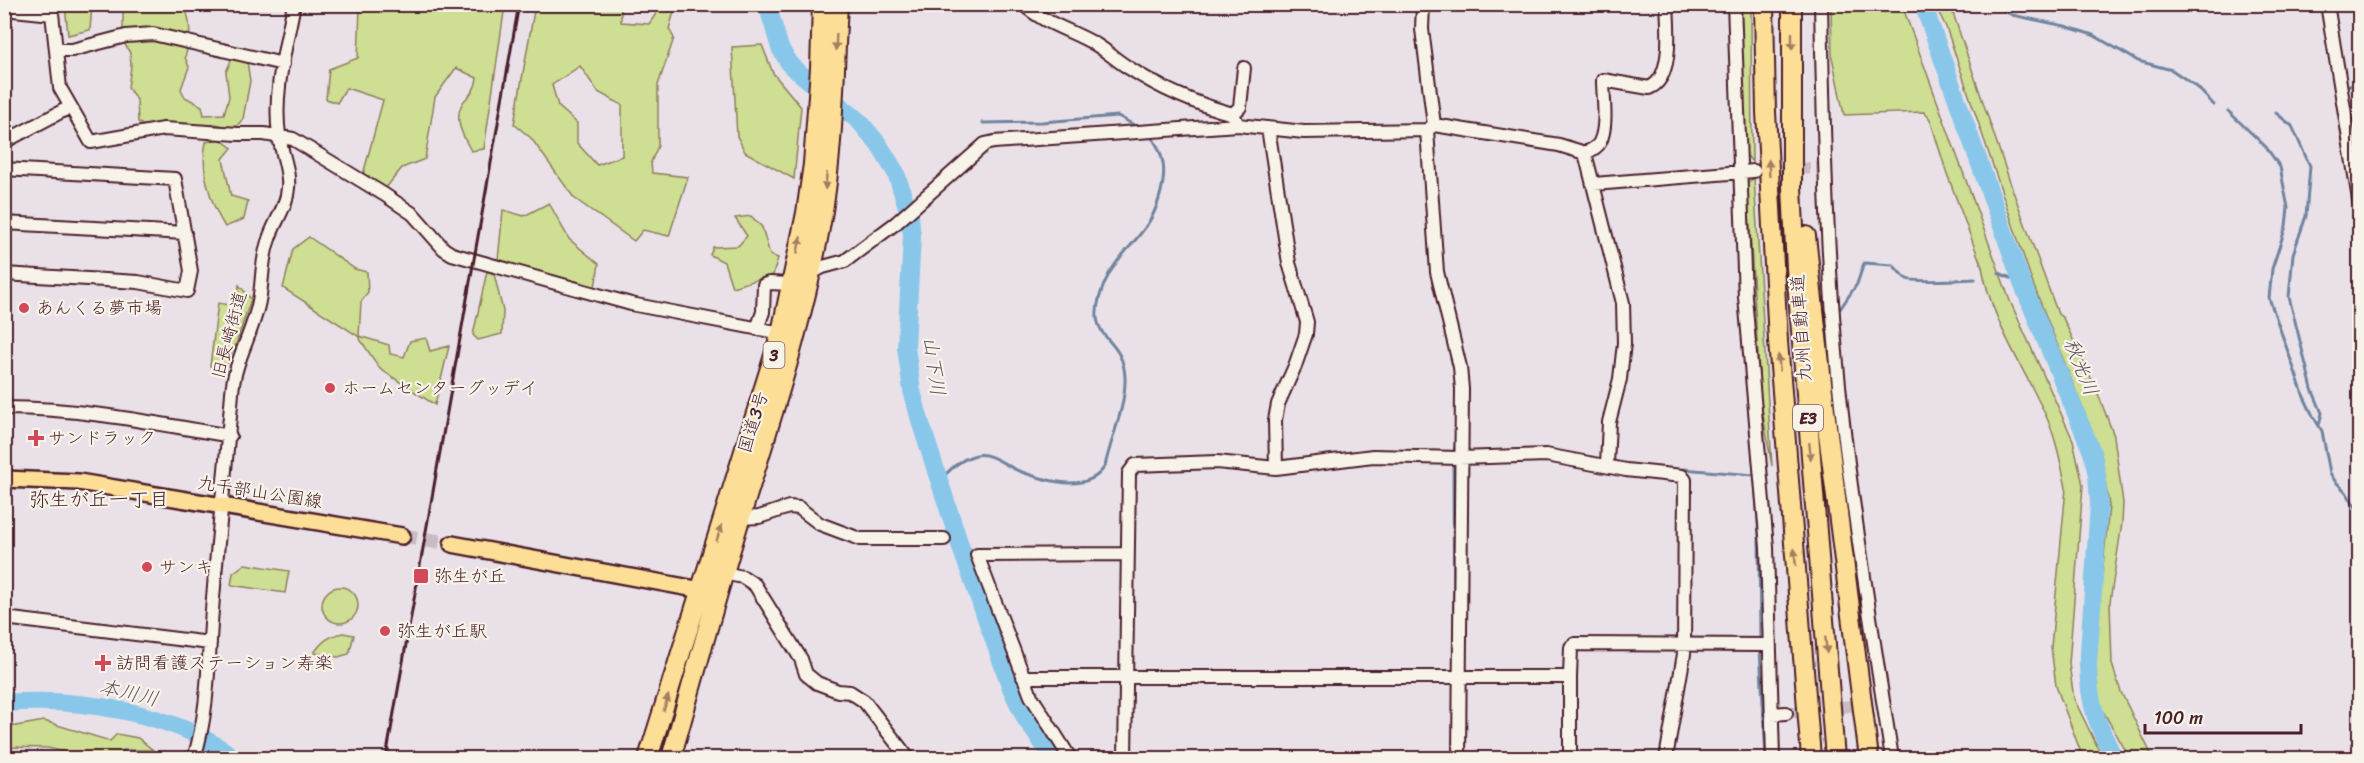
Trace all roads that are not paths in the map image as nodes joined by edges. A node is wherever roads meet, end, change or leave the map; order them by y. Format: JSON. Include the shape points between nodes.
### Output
{"nodes":[{"id":1,"x":294,"y":4,"type":"edge"},
{"id":2,"x":822,"y":4,"type":"edge"},
{"id":3,"x":838,"y":4,"type":"edge"},
{"id":4,"x":1023,"y":4,"type":"edge"},
{"id":5,"x":1423,"y":4,"type":"edge"},
{"id":6,"x":1667,"y":4,"type":"edge"},
{"id":7,"x":1734,"y":4,"type":"edge"},
{"id":8,"x":1764,"y":4,"type":"edge"},
{"id":9,"x":1792,"y":4,"type":"edge"},
{"id":10,"x":1821,"y":4,"type":"edge"},
{"id":11,"x":2327,"y":4,"type":"edge"},
{"id":12,"x":4,"y":9,"type":"edge"},
{"id":13,"x":51,"y":9,"type":"edge"},
{"id":14,"x":56,"y":50,"type":"junction"},
{"id":15,"x":283,"y":64,"type":"junction"},
{"id":16,"x":1244,"y":68,"type":"dead end"},
{"id":17,"x":827,"y":74,"type":"junction"},
{"id":18,"x":1792,"y":78,"type":"junction"},
{"id":19,"x":70,"y":107,"type":"junction"},
{"id":20,"x":825,"y":119,"type":"junction"},
{"id":21,"x":1236,"y":119,"type":"junction"},
{"id":22,"x":1268,"y":128,"type":"junction"},
{"id":23,"x":1431,"y":128,"type":"junction"},
{"id":24,"x":279,"y":135,"type":"junction"},
{"id":25,"x":4,"y":142,"type":"edge"},
{"id":26,"x":1585,"y":153,"type":"junction"},
{"id":27,"x":4,"y":170,"type":"edge"},
{"id":28,"x":1739,"y":171,"type":"junction"},
{"id":29,"x":1754,"y":171,"type":"tunnel mouth"},
{"id":30,"x":1594,"y":184,"type":"junction"},
{"id":31,"x":2360,"y":206,"type":"edge"},
{"id":32,"x":4,"y":223,"type":"edge"},
{"id":33,"x":185,"y":233,"type":"junction"},
{"id":34,"x":4,"y":274,"type":"edge"},
{"id":35,"x":811,"y":274,"type":"junction"},
{"id":36,"x":790,"y":284,"type":"junction"},
{"id":37,"x":757,"y":329,"type":"junction"},
{"id":38,"x":781,"y":333,"type":"junction"},
{"id":39,"x":4,"y":408,"type":"edge"},
{"id":40,"x":230,"y":436,"type":"junction"},
{"id":41,"x":1460,"y":458,"type":"junction"},
{"id":42,"x":1607,"y":465,"type":"junction"},
{"id":43,"x":1276,"y":468,"type":"junction"},
{"id":44,"x":4,"y":479,"type":"edge"},
{"id":45,"x":221,"y":506,"type":"junction"},
{"id":46,"x":741,"y":518,"type":"junction"},
{"id":47,"x":402,"y":536,"type":"tunnel mouth"},
{"id":48,"x":944,"y":539,"type":"dead end"},
{"id":49,"x":452,"y":544,"type":"tunnel mouth"},
{"id":50,"x":1126,"y":554,"type":"junction"},
{"id":51,"x":723,"y":573,"type":"junction"},
{"id":52,"x":709,"y":591,"type":"junction"},
{"id":53,"x":1851,"y":611,"type":"junction"},
{"id":54,"x":1800,"y":616,"type":"junction"},
{"id":55,"x":4,"y":618,"type":"edge"},
{"id":56,"x":210,"y":643,"type":"junction"},
{"id":57,"x":1684,"y":644,"type":"junction"},
{"id":58,"x":1768,"y":645,"type":"junction"},
{"id":59,"x":1023,"y":677,"type":"junction"},
{"id":60,"x":1127,"y":677,"type":"junction"},
{"id":61,"x":1570,"y":677,"type":"junction"},
{"id":62,"x":1460,"y":678,"type":"junction"},
{"id":63,"x":1786,"y":713,"type":"tunnel mouth"},
{"id":64,"x":1771,"y":714,"type":"junction"},
{"id":65,"x":196,"y":754,"type":"edge"},
{"id":66,"x":648,"y":759,"type":"edge"},
{"id":67,"x":671,"y":759,"type":"edge"},
{"id":68,"x":908,"y":759,"type":"edge"},
{"id":69,"x":1070,"y":759,"type":"edge"},
{"id":70,"x":1125,"y":759,"type":"edge"},
{"id":71,"x":1460,"y":759,"type":"edge"},
{"id":72,"x":1570,"y":759,"type":"edge"},
{"id":73,"x":1666,"y":759,"type":"edge"},
{"id":74,"x":1773,"y":759,"type":"edge"},
{"id":75,"x":1804,"y":759,"type":"edge"},
{"id":76,"x":1811,"y":759,"type":"edge"},
{"id":77,"x":1835,"y":759,"type":"edge"},
{"id":78,"x":1869,"y":759,"type":"edge"},
{"id":79,"x":1876,"y":759,"type":"edge"},
{"id":80,"x":1892,"y":759,"type":"edge"}],
"edges":[{"from":1,"to":15,"type":"street","name":"旧長崎街道"},
{"from":2,"to":17,"type":"highway","name":"国道3号","number":"3"},
{"from":3,"to":17,"type":"highway","name":"国道3号","number":"3","one_way":true},
{"from":4,"to":21,"type":"street","via":[[1037,17],[1096,45],[1158,86]]},
{"from":5,"to":23,"type":"street"},
{"from":6,"to":26,"type":"street","via":[[1668,39],[1662,74],[1648,88],[1603,80],[1600,143]]},
{"from":7,"to":28,"type":"street"},
{"from":54,"to":8,"type":"highway","name":"九州自動車道","number":"E3","one_way":true,"via":[[1778,341]]},
{"from":9,"to":18,"type":"highway","name":"九州自動車道","number":"E3","one_way":true},
{"from":10,"to":80,"type":"street","via":[[1821,168],[1834,331],[1880,703]]},
{"from":11,"to":31,"type":"street"},
{"from":12,"to":13,"type":"street"},
{"from":13,"to":14,"type":"street"},
{"from":14,"to":15,"type":"street","via":[[153,34]]},
{"from":14,"to":19,"type":"street","via":[[60,88]]},
{"from":15,"to":24,"type":"street","name":"旧長崎街道"},
{"from":16,"to":21,"type":"street"},
{"from":17,"to":20,"type":"highway","name":"国道3号","number":"3"},
{"from":18,"to":53,"type":"highway","via":[[1810,277]]},
{"from":18,"to":77,"type":"highway","name":"九州自動車道","number":"E3","one_way":true,"via":[[1796,268]]},
{"from":19,"to":24,"type":"street","via":[[91,142],[164,129]]},
{"from":19,"to":25,"type":"street"},
{"from":20,"to":35,"type":"highway","name":"国道3号","number":"3","one_way":true,"via":[[823,215]]},
{"from":36,"to":20,"type":"highway","name":"国道3号","number":"3","one_way":true},
{"from":21,"to":22,"type":"street"},
{"from":21,"to":35,"type":"street","via":[[1156,132],[985,144],[900,220],[845,261]]},
{"from":22,"to":23,"type":"street","via":[[1304,132]]},
{"from":22,"to":43,"type":"street","via":[[1289,263],[1307,322],[1295,366],[1278,404]]},
{"from":23,"to":26,"type":"street","via":[[1558,145]]},
{"from":23,"to":41,"type":"street","via":[[1437,272],[1462,389]]},
{"from":24,"to":37,"type":"street","via":[[293,139],[413,214],[452,254],[632,304]]},
{"from":24,"to":40,"type":"street","name":"旧長崎街道","via":[[287,165],[286,201],[269,237],[259,300],[236,369]]},
{"from":26,"to":30,"type":"street"},
{"from":27,"to":33,"type":"street","via":[[176,180]]},
{"from":28,"to":29,"type":"street"},
{"from":28,"to":30,"type":"street"},
{"from":28,"to":58,"type":"street","via":[[1745,297],[1767,547]]},
{"from":30,"to":42,"type":"street","via":[[1623,303],[1624,343],[1609,422]]},
{"from":32,"to":33,"type":"street"},
{"from":33,"to":34,"type":"street","via":[[191,271],[188,291],[138,282]]},
{"from":35,"to":36,"type":"street"},
{"from":35,"to":46,"type":"highway","name":"国道3号","number":"3","via":[[796,338]]},
{"from":36,"to":37,"type":"street","via":[[764,285],[763,312]]},
{"from":36,"to":38,"type":"highway","name":"国道3号","number":"3"},
{"from":37,"to":38,"type":"street"},
{"from":52,"to":38,"type":"highway","name":"国道3号","number":"3","one_way":true},
{"from":39,"to":40,"type":"street","via":[[126,417]]},
{"from":40,"to":45,"type":"street","name":"旧長崎街道"},
{"from":41,"to":42,"type":"street","via":[[1546,455]]},
{"from":41,"to":43,"type":"street","via":[[1373,456]]},
{"from":41,"to":62,"type":"street"},
{"from":42,"to":57,"type":"street","via":[[1682,476],[1685,480]]},
{"from":43,"to":50,"type":"street","via":[[1217,462],[1135,465],[1129,473]]},
{"from":44,"to":45,"type":"main road","name":"九千部山公園線","via":[[79,482]]},
{"from":45,"to":47,"type":"main road","name":"九千部山公園線"},
{"from":45,"to":56,"type":"street","name":"旧長崎街道"},
{"from":46,"to":48,"type":"street","via":[[799,508],[820,524],[860,539]]},
{"from":46,"to":51,"type":"highway","name":"国道3号","number":"3"},
{"from":49,"to":52,"type":"main road"},
{"from":50,"to":59,"type":"street","via":[[976,555]]},
{"from":50,"to":60,"type":"street"},
{"from":51,"to":52,"type":"highway","name":"国道3号","number":"3"},
{"from":51,"to":68,"type":"street","via":[[743,577],[755,585],[801,659],[806,674],[817,683],[850,692],[864,701]]},
{"from":66,"to":52,"type":"highway","name":"国道3号","number":"3","one_way":true},
{"from":52,"to":67,"type":"highway","name":"国道3号","number":"3"},
{"from":53,"to":78,"type":"highway"},
{"from":53,"to":79,"type":"highway"},
{"from":54,"to":75,"type":"highway"},
{"from":54,"to":76,"type":"highway","name":"九州自動車道","number":"E3"},
{"from":55,"to":56,"type":"street"},
{"from":56,"to":65,"type":"street","name":"旧長崎街道","via":[[204,717]]},
{"from":57,"to":58,"type":"street"},
{"from":57,"to":61,"type":"street","via":[[1575,644],[1570,652]]},
{"from":57,"to":73,"type":"street"},
{"from":58,"to":64,"type":"street"},
{"from":59,"to":60,"type":"street"},
{"from":59,"to":69,"type":"street"},
{"from":60,"to":62,"type":"street"},
{"from":60,"to":70,"type":"street"},
{"from":61,"to":62,"type":"street"},
{"from":61,"to":72,"type":"street"},
{"from":62,"to":71,"type":"street"},
{"from":63,"to":64,"type":"street"},
{"from":64,"to":74,"type":"street"}]}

→ Problem: Give the number of lines in the data that include the string "true", please, and nothing else.

→ Reply: 8